Mengenai dampak psikologis terpublikasinya korban Covid-19 itu menurut Wahyuni, dapat dipandang dalam sudut pandang positif dan negatif.
Dalam sudut pandang positif, publik dapat lebih waspada dan bersiap terhadap orang yang sudah dipublikasikan.
Bahkan bisa membantu petugas kesehatan untuk mendapatkan data bahwa seseorang pernah kontak dengan warga yang terpapar Covid-19.
“Misalnya dia tahu dan ingat, bahwa dia pernah kontak dan memeriksakan diri apabila sudah mengetahui,” jelas Wahyuni.
Berikutnya, mengetahui identitas seseorang yang positif Covid-19 juga mampu menebarkan empati dan simpati dari orang lain.
Misalnya saja adanya empati orang lain kepada keluarga pasien, atau memfasilitasi berbagai jenis bantuan karena mengetahui keluarganya diisolasi.
“Mereka mungkin bisa membantu tentang finansial, atau kebutuhan hidup orang yang diisolasi,” sebut Wahyuni.
Dampak negatif secara psikis apabila data pasien positif Covid-19 diungkap ke publik, bisa membuat persepsi orang yang tidak teredukasi dengan baik tentang virus corona membuat stigma.

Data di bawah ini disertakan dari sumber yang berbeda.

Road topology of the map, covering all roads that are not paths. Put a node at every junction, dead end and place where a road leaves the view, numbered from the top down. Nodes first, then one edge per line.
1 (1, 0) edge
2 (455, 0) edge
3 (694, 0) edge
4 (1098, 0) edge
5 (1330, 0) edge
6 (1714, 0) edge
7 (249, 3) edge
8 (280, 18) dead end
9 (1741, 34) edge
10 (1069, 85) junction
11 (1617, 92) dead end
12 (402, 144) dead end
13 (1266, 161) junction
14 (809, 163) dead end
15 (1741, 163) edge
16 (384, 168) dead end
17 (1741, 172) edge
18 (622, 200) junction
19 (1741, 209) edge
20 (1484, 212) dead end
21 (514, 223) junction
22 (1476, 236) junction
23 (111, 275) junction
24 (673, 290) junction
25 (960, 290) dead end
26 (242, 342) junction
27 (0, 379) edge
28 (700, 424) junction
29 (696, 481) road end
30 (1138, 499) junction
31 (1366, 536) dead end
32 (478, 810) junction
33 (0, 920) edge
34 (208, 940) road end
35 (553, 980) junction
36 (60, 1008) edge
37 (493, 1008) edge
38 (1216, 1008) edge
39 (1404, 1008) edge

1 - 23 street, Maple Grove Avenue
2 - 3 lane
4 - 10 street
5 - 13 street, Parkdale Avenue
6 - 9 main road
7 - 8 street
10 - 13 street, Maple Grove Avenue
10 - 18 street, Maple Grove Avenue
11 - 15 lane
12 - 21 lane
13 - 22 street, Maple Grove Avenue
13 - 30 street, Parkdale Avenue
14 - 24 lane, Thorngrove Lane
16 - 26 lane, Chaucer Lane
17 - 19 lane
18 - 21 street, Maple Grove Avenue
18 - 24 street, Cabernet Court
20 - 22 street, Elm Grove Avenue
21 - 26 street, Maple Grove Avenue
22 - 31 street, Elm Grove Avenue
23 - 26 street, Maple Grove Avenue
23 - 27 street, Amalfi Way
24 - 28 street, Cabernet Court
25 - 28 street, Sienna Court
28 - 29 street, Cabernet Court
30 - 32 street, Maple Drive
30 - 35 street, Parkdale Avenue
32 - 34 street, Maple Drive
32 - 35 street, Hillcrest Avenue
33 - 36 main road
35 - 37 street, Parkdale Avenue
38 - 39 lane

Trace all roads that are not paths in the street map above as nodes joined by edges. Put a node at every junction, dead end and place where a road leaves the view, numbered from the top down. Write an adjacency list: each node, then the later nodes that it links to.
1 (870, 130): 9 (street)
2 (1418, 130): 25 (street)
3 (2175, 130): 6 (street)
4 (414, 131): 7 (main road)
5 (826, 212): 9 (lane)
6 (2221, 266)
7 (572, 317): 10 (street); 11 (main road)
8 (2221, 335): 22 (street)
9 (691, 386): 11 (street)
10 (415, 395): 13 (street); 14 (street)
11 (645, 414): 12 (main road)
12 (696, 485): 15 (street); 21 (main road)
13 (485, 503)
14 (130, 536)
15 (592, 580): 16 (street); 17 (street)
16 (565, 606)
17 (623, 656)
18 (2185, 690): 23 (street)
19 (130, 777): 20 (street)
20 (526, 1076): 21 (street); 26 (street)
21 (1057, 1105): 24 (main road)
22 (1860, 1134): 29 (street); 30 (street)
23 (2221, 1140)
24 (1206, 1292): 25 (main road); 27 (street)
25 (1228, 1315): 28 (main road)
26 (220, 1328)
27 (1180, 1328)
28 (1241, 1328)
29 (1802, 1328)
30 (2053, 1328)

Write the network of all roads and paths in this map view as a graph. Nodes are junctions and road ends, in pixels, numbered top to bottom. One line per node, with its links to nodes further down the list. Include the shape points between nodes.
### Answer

Sebab, alumni pasca sarjana Universitas Sumatera Utara (USU) ini menyebutkan, bagi orang-orang seperi itu, mengetahui identitas warga yang terinfeksi Covid-19 merupakan sebuah ancaman.
Dengan demikian, mereka berpotensi melakukan tindakan negatif terhadap orang yang dikenalnya positif Covid-19, seperti pengucilan, pengusiran, menjadi bahan pembicaraan, dan sebagainya.
“Kita saja, apabila kita terancam pasti kita melindungi diri. Jadi mereka yang tidak teredukasi bisa saja menganggap orang yang dia kenal sebagai ancaman yang berbahaya,” sebut Wahyuni.
“Dengan demikian baik orang yang positif maupun keluarga yang bersangkutan ya akan terganggu psikisnya. Bisa jadi sedih, putus asa, depresi,”
“Karena setiap kita yang mengalami masalah pasti butuh support kan? Baik dari keluarga maupun lingkungan sekitar,”
Keluarga inti dengan keluarga yang lain serta tetangga juga hidup berdampingan, sehingga potensi psikologi juga bisa melebar.
Potensi munculnya bullying dan isu-isu yang memprovokasi warga yang lain, apalagi bagi masyarakat yang memiliki pemahaman terbatas tentang Covid-19.
“Bukan fokus pada problem solving, bagaimana supaya tidak tepapar, tetapi membahas saudara kita yang terdampak. Padahal saudara kita itu sebenarnya tidak mau terpapar virus corona,”
“Harusnya fokus pembicaraan adalah meminimalisir penyebaran Covid-19, cukup sampai disumber itu, jangan lagi meluas,” papar Wahyuni, sembari mengingatkan untuk disiplin dengan mematuhi protokol kesehatan, mengikuti phsycal distancing, hindari stres dan selalu medekatkan diri kepada Allah SWT.